Springfield was so confident in the Model 1901 design that they nearly began producing whole rifles, and did actually begin manufacturing some of the parts. Unfortunately, a few more changes were needed.
It had been discovered that barrels could be shortened to 24”. The longer 30” barrel offered no real ballistic advantage, but did add weight and bulkiness. By shortening the barrel to 24”, the military also did not have to produce both a carbine and full-length rifle version - the carbine originally being for mounted troops or cavalry.
Another small change was the addition of a bayonet storage toward the fore end of the stock. The bayonet itself would later be a point of contention.
This, in all, became the M1903. Its first official year of production was 1903, and it was officially adopted by the Army in the same year. The Marines would adopt it later, in 1909.
The U.S. government was quickly on the hook to Mauser, to the tune of $250,000 (about $7.5 million today). Mauser Werke had brought and won a lawsuit against the U.S. government for the M1903’s use of Mauser designs. This did nothing to stop production, though settlement on the case was delayed for years.
Regardless, the federally-owned Springfield Armory pumped out 80,000 of these rifles by the start of 1905. Perhaps a little too quickly, as more changes were on the way. President Theodore Roosevelt took issue with the ramrod-type bayonet then being mounted on the M1903. A new type of blade bayonet was designed (the M1905). While the M1903s were being retooled to accept the M1905 bayonet, the armory also took the time to upgrade the rifles to the type 1904 sights.
However, in yet another twist, experiments revealed that a slight change to the ammunition could improve its performance drastically. The rifles were switched from the .30-03, 220 gr (2,300 fps) case and bullet to a slightly shorter-necked 150 gr, firing at 2,800 fps. Perhaps the biggest difference, aside from weight, was the change from round-tipped to pointed Spitzer bullets. This new cartridge, adopted in 1906, became known as the “Cartridge, Ball, Caliber .30, Model of 1906”, M1906 ammo - better known as .30-06 Springfield. The sights were changed again to accommodate the new ballistics.
Around 1905, the process of star gauging the barrels was starting to be employed by the military. This process tested the sizing tolerances of the barrel by drawing a sizing device through the bore in 1-inch increments. If the barrel passed this test, it was stamped with a small star motif on the crown of the muzzle. While this gauging method was often employed to determine if rifles met sharpshooter precision standards, it was not limited to that purpose.
By the time of the Pancho Villa Expedition (1916), the 1903 Springfield was standard issue for US Forces.

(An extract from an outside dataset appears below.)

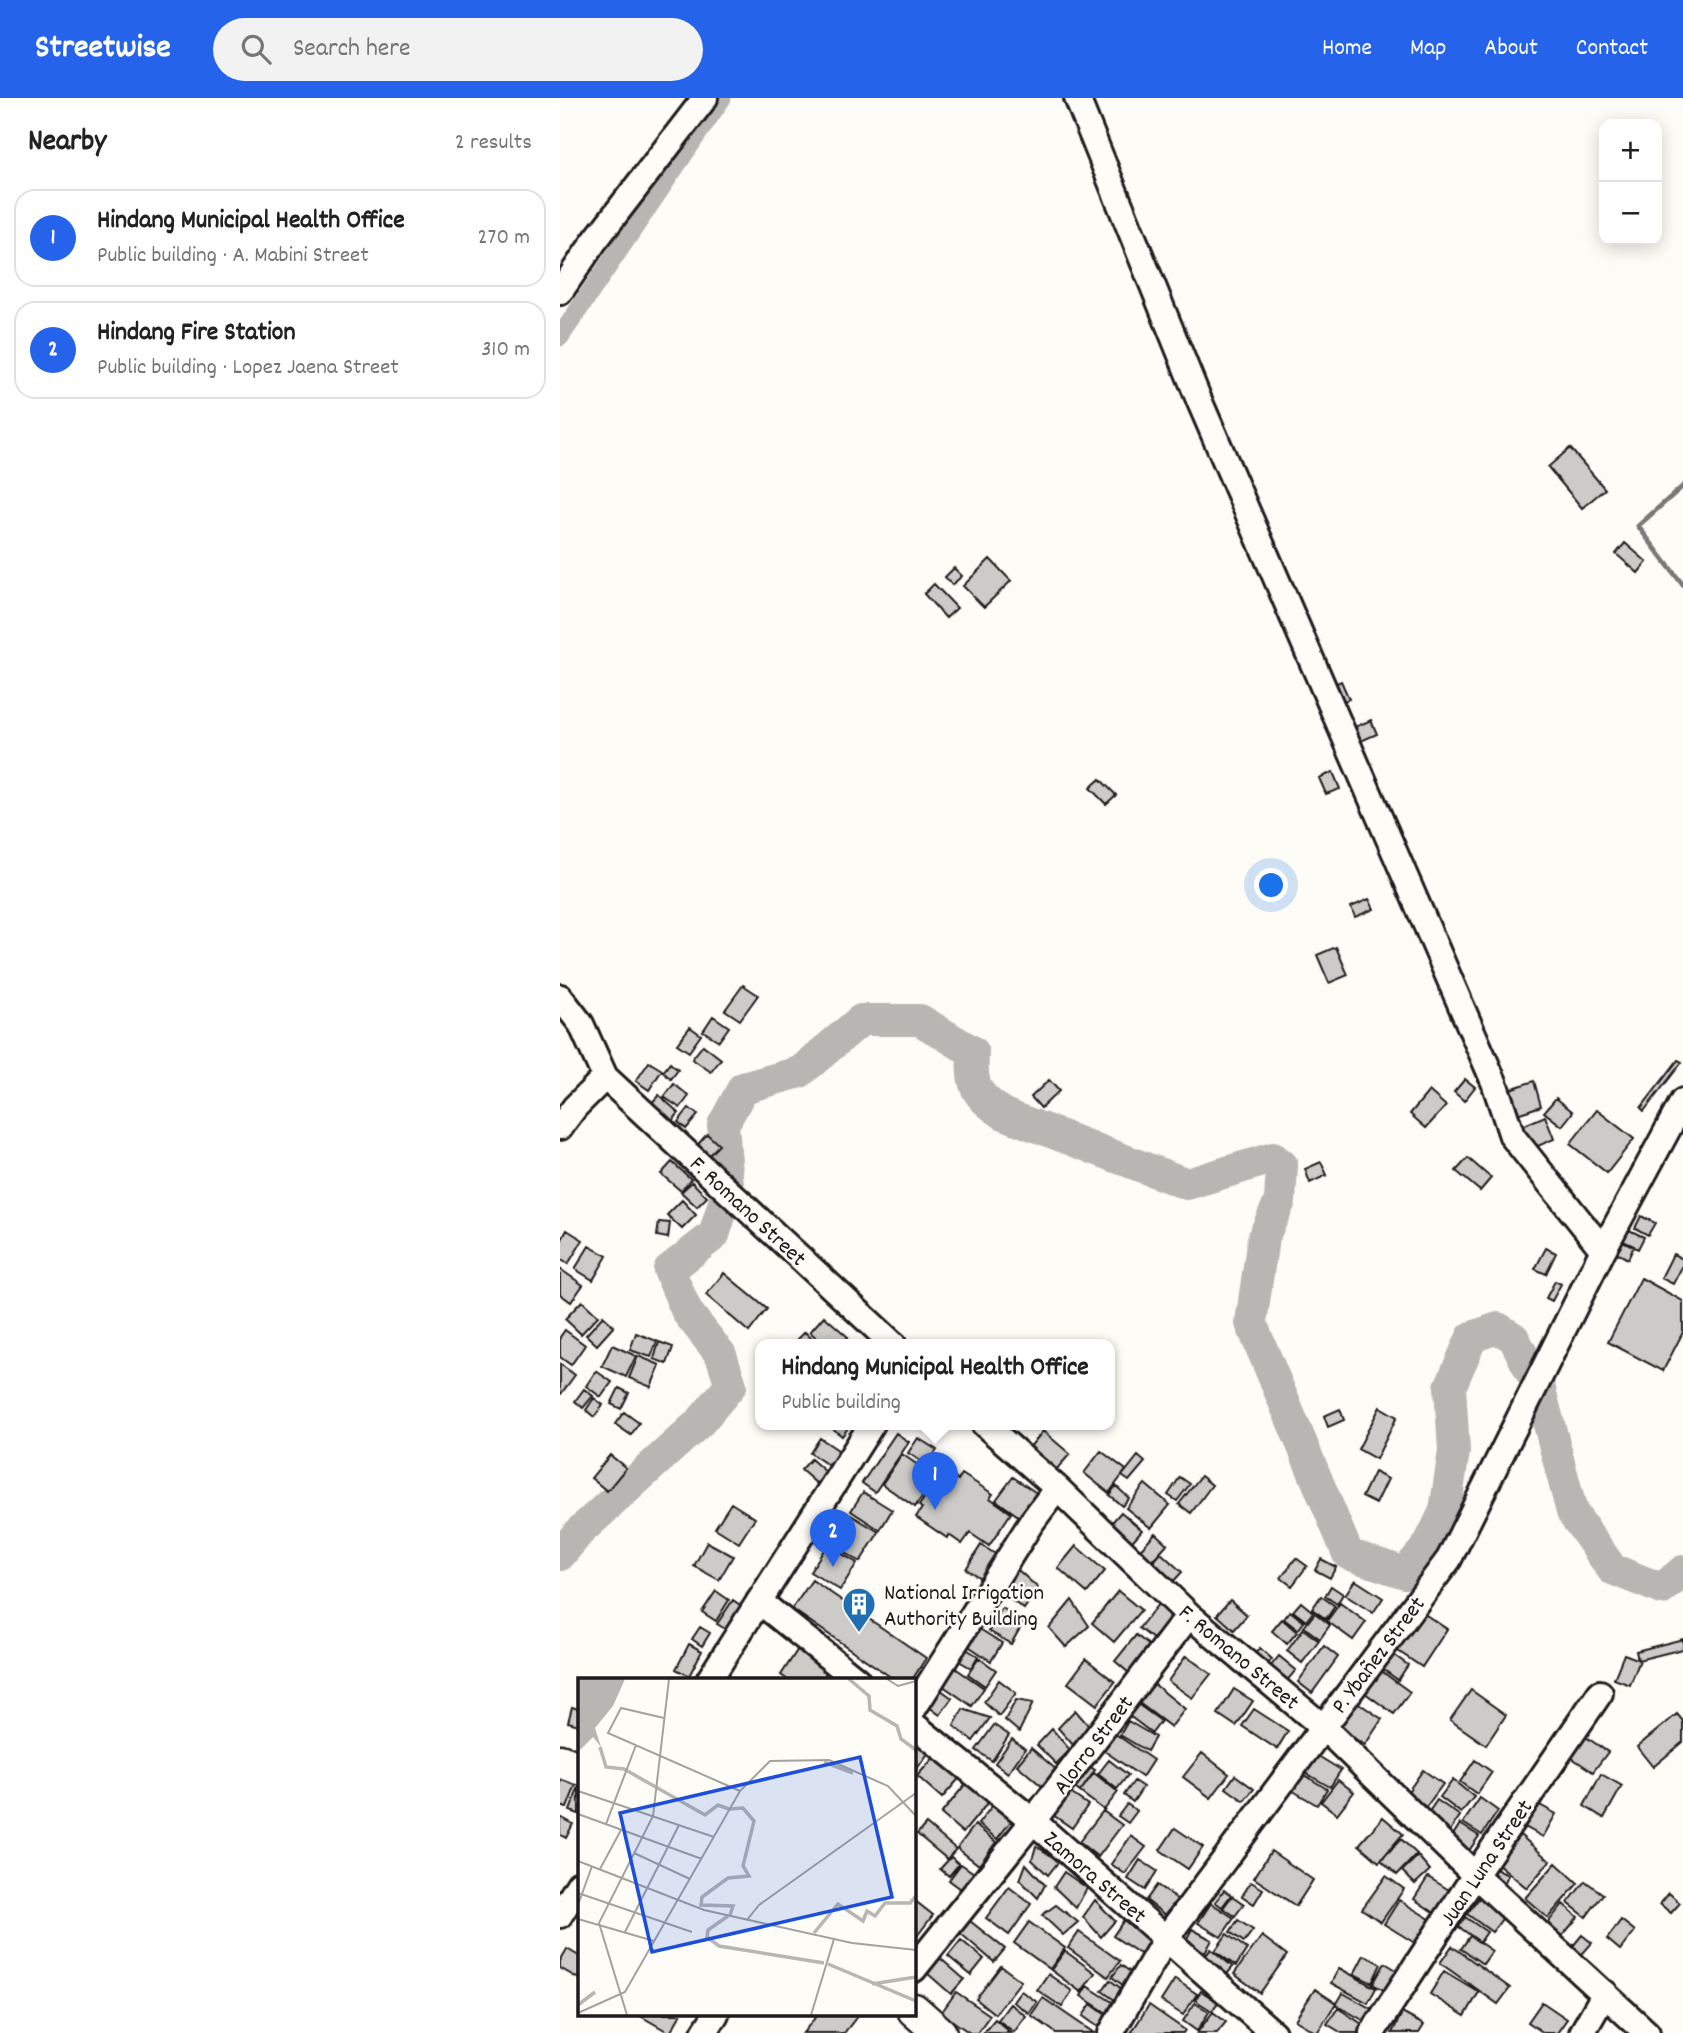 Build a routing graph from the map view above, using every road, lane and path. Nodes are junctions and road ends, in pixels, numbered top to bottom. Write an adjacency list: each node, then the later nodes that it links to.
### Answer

Leading up to this exploratory expedition in U.S. military force, a few different alterations were making their way onto service weapons. One occasional upgrade was the fitting of a Warner & Swasey Model M1908 or M1913 Musket Sight. What we would now know as Telescopic Sights.
The Warner & Swasey model M1908 was designed by Ambrose Swasey, co-founder of the optical firm. It had a fixed 6X prismatic arrangement, keeping the eyepiece low and the objective above the mirage of a heated barrel. It also weighed 2 ¼ lbs, being made mostly out of painted brass and bronze. The top of the scope held a brass plate stamped with adjustment and ballistic information. The scope itself mounted onto a dovetail block, offset to the left from the line of bore. This both allowed ammo to be easily loaded without removing the scope, allowed the scope to be easily removed when needed, and enabled the rifle to maintain use of its iron sights. It came with a simple crosshair reticle and three stadia lines for bullet drop compensation.

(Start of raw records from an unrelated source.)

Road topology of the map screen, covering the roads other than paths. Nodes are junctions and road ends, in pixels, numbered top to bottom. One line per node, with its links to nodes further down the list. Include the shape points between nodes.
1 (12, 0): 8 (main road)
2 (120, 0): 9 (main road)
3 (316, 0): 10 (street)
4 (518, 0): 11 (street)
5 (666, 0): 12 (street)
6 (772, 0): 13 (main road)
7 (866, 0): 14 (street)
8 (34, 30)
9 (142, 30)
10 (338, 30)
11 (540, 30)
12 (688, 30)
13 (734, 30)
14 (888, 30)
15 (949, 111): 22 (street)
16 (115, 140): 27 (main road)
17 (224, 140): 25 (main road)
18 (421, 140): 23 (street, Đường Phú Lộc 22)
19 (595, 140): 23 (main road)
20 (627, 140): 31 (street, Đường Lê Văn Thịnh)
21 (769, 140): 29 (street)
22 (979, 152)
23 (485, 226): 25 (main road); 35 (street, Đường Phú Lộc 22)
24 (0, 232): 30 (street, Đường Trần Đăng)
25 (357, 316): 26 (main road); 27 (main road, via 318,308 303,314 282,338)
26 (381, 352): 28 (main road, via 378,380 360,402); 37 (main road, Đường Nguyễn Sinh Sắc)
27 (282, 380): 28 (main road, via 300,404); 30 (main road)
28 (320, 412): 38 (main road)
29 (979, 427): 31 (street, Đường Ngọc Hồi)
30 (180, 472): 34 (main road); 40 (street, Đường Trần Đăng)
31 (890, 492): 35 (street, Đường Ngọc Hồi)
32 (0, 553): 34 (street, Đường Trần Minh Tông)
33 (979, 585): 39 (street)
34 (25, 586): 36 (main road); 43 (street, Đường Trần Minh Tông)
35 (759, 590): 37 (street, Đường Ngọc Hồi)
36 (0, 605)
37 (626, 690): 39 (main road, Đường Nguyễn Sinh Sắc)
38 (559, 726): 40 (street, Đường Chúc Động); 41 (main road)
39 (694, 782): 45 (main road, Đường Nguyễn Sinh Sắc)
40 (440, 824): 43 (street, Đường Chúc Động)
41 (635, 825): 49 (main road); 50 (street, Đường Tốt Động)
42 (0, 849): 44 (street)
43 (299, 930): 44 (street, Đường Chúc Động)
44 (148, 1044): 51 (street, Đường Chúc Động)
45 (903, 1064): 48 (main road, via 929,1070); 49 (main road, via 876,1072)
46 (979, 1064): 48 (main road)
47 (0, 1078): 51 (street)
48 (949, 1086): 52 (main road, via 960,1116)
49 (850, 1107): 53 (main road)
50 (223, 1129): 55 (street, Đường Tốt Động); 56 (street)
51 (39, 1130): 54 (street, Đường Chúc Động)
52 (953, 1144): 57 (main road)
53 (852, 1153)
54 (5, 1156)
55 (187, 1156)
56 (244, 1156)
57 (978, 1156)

However well-intended, the M1908 scope had a few design and construction issues. The lenses were easily knocked out of alignment (and the ‘03 has a pretty good amount of kick!). The 2+ pounds of scope hanging to the side of the rifle made the entire setup unbalanced. The eye relief was a little over an inch - so shooters had to use a protective eyepiece cushion if they wanted to avoid scope bite. The rubber eyepiece would suction onto the soldier’s eye during recoil, which would not have been helpful in a firefight. Over time, the internal black coating would flake off and cover the internal lenses, which often had additional clarity issues from moisture leakage.
To address these issues, the M1913 scope was entered into the field. The mounting style (offset dovetail block on the side of the rifle) stayed the same, as did the prism-using shape of the scope. Now, however, the eyepiece’s protective cup came with holes pre-drilled to prevent the eyeball suction problem. On top of that, the scope’s power was reduced to 5.2x to improve image brightness.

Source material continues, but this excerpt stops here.